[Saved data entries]
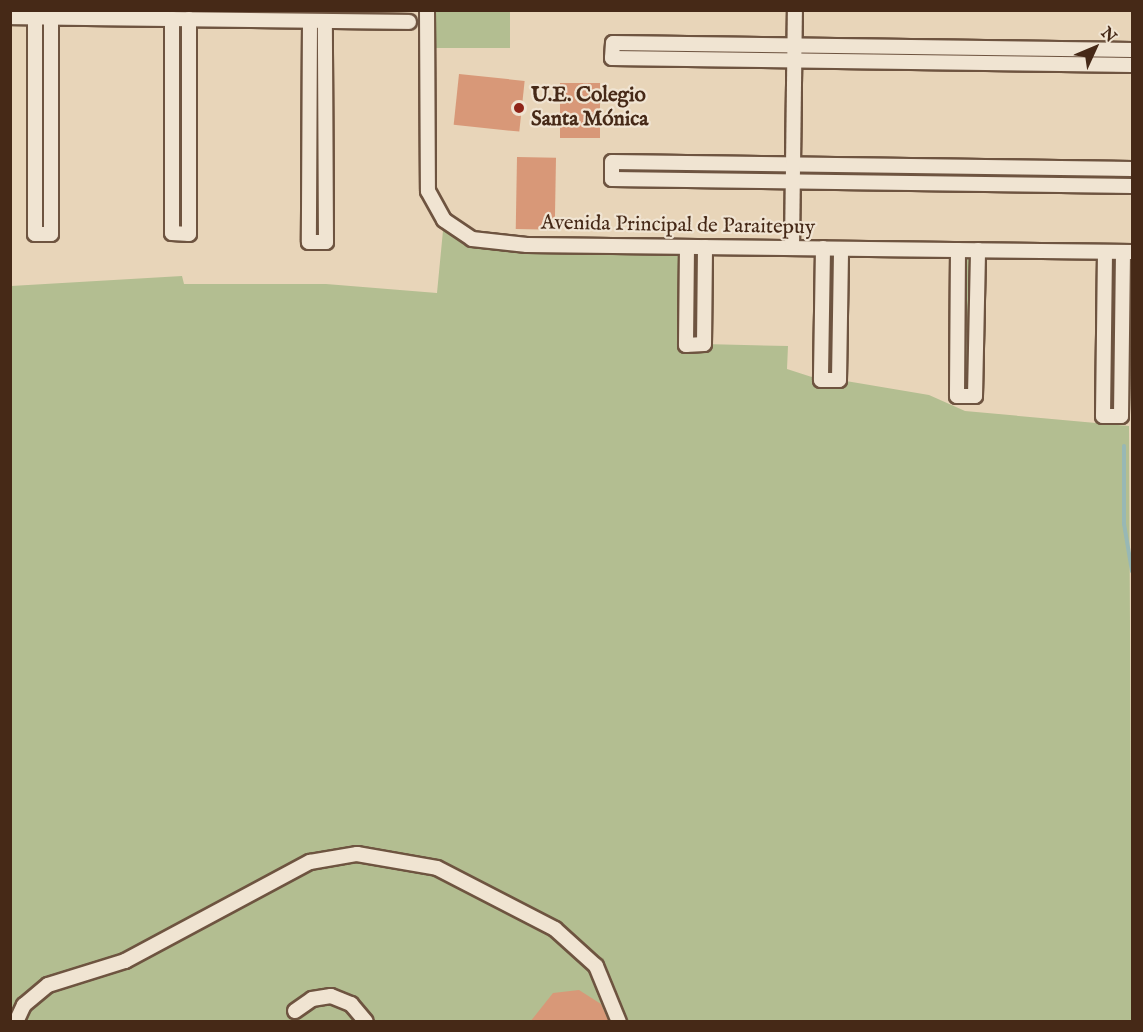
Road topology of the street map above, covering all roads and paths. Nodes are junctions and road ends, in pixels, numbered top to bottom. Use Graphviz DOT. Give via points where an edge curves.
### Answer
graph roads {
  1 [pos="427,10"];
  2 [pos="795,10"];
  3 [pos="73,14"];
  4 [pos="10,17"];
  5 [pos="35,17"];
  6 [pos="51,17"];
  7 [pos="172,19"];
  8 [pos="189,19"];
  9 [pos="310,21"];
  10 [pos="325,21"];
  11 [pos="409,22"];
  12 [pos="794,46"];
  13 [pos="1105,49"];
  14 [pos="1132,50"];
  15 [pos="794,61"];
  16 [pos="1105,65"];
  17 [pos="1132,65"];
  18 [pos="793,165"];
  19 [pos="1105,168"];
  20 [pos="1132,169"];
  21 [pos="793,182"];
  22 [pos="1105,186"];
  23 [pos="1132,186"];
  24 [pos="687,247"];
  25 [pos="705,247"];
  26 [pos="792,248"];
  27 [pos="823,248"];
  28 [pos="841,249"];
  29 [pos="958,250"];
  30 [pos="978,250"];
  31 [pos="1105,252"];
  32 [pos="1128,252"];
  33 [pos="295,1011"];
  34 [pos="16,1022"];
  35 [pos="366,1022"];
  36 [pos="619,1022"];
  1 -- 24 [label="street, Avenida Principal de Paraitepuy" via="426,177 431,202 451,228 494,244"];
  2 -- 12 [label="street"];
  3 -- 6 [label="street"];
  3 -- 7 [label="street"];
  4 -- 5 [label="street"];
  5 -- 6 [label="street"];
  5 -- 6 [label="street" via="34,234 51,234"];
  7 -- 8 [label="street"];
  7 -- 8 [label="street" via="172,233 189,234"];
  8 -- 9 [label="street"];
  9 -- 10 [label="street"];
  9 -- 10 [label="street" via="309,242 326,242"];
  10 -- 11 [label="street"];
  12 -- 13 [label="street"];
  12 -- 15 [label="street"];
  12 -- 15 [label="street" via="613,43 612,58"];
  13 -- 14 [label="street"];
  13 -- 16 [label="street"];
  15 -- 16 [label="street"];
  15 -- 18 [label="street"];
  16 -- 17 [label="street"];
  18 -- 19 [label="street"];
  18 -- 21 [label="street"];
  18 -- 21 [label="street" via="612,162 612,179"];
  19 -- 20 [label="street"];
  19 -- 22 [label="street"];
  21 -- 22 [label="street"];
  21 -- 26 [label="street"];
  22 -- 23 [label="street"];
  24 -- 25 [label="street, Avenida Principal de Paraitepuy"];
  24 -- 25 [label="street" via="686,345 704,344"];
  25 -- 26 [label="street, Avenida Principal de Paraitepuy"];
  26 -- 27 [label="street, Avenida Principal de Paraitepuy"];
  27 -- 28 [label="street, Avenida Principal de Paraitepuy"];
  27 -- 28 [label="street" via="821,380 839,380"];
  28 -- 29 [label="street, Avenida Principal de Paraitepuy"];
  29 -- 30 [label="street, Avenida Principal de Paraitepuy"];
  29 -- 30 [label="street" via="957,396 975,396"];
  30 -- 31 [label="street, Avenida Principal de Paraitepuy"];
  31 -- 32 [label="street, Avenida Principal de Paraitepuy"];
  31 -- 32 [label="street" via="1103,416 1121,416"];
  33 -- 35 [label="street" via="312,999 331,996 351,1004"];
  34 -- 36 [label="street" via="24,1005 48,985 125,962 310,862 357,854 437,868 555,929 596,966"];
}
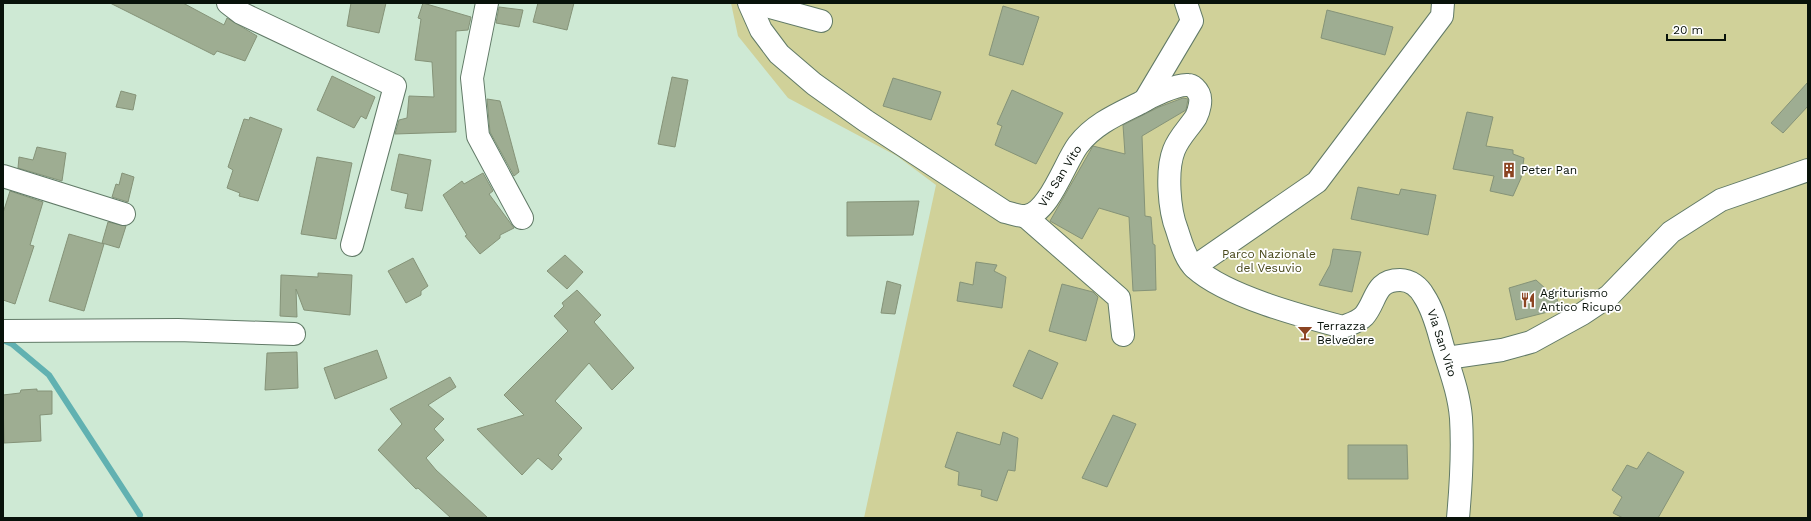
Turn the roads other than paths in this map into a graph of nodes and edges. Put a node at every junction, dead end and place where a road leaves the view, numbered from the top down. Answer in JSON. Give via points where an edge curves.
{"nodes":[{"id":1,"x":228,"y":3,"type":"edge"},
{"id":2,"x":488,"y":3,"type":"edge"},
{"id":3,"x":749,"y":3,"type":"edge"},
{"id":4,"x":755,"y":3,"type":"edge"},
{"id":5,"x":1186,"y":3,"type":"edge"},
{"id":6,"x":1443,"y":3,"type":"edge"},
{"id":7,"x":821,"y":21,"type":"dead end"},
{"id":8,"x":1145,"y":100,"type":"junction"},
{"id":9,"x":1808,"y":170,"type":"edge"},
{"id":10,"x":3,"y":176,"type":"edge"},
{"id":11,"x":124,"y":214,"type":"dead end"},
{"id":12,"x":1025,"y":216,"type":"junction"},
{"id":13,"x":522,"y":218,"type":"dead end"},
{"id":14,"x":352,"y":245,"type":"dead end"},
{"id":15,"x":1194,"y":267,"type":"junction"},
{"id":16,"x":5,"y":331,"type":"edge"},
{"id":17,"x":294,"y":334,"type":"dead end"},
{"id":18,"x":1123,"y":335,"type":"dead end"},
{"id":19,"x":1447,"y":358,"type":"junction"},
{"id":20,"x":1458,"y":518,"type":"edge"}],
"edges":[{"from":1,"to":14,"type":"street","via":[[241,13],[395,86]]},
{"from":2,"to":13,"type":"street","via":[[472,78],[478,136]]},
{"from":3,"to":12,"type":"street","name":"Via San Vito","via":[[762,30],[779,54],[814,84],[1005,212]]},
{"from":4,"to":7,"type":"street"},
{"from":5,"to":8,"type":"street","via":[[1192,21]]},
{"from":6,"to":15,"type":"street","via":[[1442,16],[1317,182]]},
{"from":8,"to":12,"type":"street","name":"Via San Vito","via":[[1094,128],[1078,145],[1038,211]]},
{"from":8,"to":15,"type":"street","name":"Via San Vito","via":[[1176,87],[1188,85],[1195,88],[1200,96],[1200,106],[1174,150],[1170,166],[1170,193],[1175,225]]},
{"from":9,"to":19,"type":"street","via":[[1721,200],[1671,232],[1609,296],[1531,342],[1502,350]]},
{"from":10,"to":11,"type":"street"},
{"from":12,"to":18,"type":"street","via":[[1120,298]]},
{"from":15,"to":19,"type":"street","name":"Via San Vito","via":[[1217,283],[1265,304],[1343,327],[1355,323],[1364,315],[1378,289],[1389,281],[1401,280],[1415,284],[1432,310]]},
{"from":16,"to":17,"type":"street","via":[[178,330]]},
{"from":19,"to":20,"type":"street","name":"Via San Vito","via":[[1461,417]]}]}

YOUR ASSIGNMENT: Make an exact copy of the records shown above, without the pictures.

ANSWER SPACE:
Road topology of the street map above, covering all roads and paths. Nodes are junctions and road ends, in pixels, numbered top to bottom. Use Graphviz DOT. Give via points where an edge curves.
### Answer
graph roads {
  1 [pos="427,10"];
  2 [pos="795,10"];
  3 [pos="73,14"];
  4 [pos="10,17"];
  5 [pos="35,17"];
  6 [pos="51,17"];
  7 [pos="172,19"];
  8 [pos="189,19"];
  9 [pos="310,21"];
  10 [pos="325,21"];
  11 [pos="409,22"];
  12 [pos="794,46"];
  13 [pos="1105,49"];
  14 [pos="1132,50"];
  15 [pos="794,61"];
  16 [pos="1105,65"];
  17 [pos="1132,65"];
  18 [pos="793,165"];
  19 [pos="1105,168"];
  20 [pos="1132,169"];
  21 [pos="793,182"];
  22 [pos="1105,186"];
  23 [pos="1132,186"];
  24 [pos="687,247"];
  25 [pos="705,247"];
  26 [pos="792,248"];
  27 [pos="823,248"];
  28 [pos="841,249"];
  29 [pos="958,250"];
  30 [pos="978,250"];
  31 [pos="1105,252"];
  32 [pos="1128,252"];
  33 [pos="295,1011"];
  34 [pos="16,1022"];
  35 [pos="366,1022"];
  36 [pos="619,1022"];
  1 -- 24 [label="street, Avenida Principal de Paraitepuy" via="426,177 431,202 451,228 494,244"];
  2 -- 12 [label="street"];
  3 -- 6 [label="street"];
  3 -- 7 [label="street"];
  4 -- 5 [label="street"];
  5 -- 6 [label="street"];
  5 -- 6 [label="street" via="34,234 51,234"];
  7 -- 8 [label="street"];
  7 -- 8 [label="street" via="172,233 189,234"];
  8 -- 9 [label="street"];
  9 -- 10 [label="street"];
  9 -- 10 [label="street" via="309,242 326,242"];
  10 -- 11 [label="street"];
  12 -- 13 [label="street"];
  12 -- 15 [label="street"];
  12 -- 15 [label="street" via="613,43 612,58"];
  13 -- 14 [label="street"];
  13 -- 16 [label="street"];
  15 -- 16 [label="street"];
  15 -- 18 [label="street"];
  16 -- 17 [label="street"];
  18 -- 19 [label="street"];
  18 -- 21 [label="street"];
  18 -- 21 [label="street" via="612,162 612,179"];
  19 -- 20 [label="street"];
  19 -- 22 [label="street"];
  21 -- 22 [label="street"];
  21 -- 26 [label="street"];
  22 -- 23 [label="street"];
  24 -- 25 [label="street, Avenida Principal de Paraitepuy"];
  24 -- 25 [label="street" via="686,345 704,344"];
  25 -- 26 [label="street, Avenida Principal de Paraitepuy"];
  26 -- 27 [label="street, Avenida Principal de Paraitepuy"];
  27 -- 28 [label="street, Avenida Principal de Paraitepuy"];
  27 -- 28 [label="street" via="821,380 839,380"];
  28 -- 29 [label="street, Avenida Principal de Paraitepuy"];
  29 -- 30 [label="street, Avenida Principal de Paraitepuy"];
  29 -- 30 [label="street" via="957,396 975,396"];
  30 -- 31 [label="street, Avenida Principal de Paraitepuy"];
  31 -- 32 [label="street, Avenida Principal de Paraitepuy"];
  31 -- 32 [label="street" via="1103,416 1121,416"];
  33 -- 35 [label="street" via="312,999 331,996 351,1004"];
  34 -- 36 [label="street" via="24,1005 48,985 125,962 310,862 357,854 437,868 555,929 596,966"];
}
Turn the roads other than paths in this map into a graph of nodes and edges. Put a node at every junction, dead end and place where a road leaves the view, numbered from the top down. Answer in JSON. Give via points where an edge curves.
{"nodes":[{"id":1,"x":228,"y":3,"type":"edge"},
{"id":2,"x":488,"y":3,"type":"edge"},
{"id":3,"x":749,"y":3,"type":"edge"},
{"id":4,"x":755,"y":3,"type":"edge"},
{"id":5,"x":1186,"y":3,"type":"edge"},
{"id":6,"x":1443,"y":3,"type":"edge"},
{"id":7,"x":821,"y":21,"type":"dead end"},
{"id":8,"x":1145,"y":100,"type":"junction"},
{"id":9,"x":1808,"y":170,"type":"edge"},
{"id":10,"x":3,"y":176,"type":"edge"},
{"id":11,"x":124,"y":214,"type":"dead end"},
{"id":12,"x":1025,"y":216,"type":"junction"},
{"id":13,"x":522,"y":218,"type":"dead end"},
{"id":14,"x":352,"y":245,"type":"dead end"},
{"id":15,"x":1194,"y":267,"type":"junction"},
{"id":16,"x":5,"y":331,"type":"edge"},
{"id":17,"x":294,"y":334,"type":"dead end"},
{"id":18,"x":1123,"y":335,"type":"dead end"},
{"id":19,"x":1447,"y":358,"type":"junction"},
{"id":20,"x":1458,"y":518,"type":"edge"}],
"edges":[{"from":1,"to":14,"type":"street","via":[[241,13],[395,86]]},
{"from":2,"to":13,"type":"street","via":[[472,78],[478,136]]},
{"from":3,"to":12,"type":"street","name":"Via San Vito","via":[[762,30],[779,54],[814,84],[1005,212]]},
{"from":4,"to":7,"type":"street"},
{"from":5,"to":8,"type":"street","via":[[1192,21]]},
{"from":6,"to":15,"type":"street","via":[[1442,16],[1317,182]]},
{"from":8,"to":12,"type":"street","name":"Via San Vito","via":[[1094,128],[1078,145],[1038,211]]},
{"from":8,"to":15,"type":"street","name":"Via San Vito","via":[[1176,87],[1188,85],[1195,88],[1200,96],[1200,106],[1174,150],[1170,166],[1170,193],[1175,225]]},
{"from":9,"to":19,"type":"street","via":[[1721,200],[1671,232],[1609,296],[1531,342],[1502,350]]},
{"from":10,"to":11,"type":"street"},
{"from":12,"to":18,"type":"street","via":[[1120,298]]},
{"from":15,"to":19,"type":"street","name":"Via San Vito","via":[[1217,283],[1265,304],[1343,327],[1355,323],[1364,315],[1378,289],[1389,281],[1401,280],[1415,284],[1432,310]]},
{"from":16,"to":17,"type":"street","via":[[178,330]]},
{"from":19,"to":20,"type":"street","name":"Via San Vito","via":[[1461,417]]}]}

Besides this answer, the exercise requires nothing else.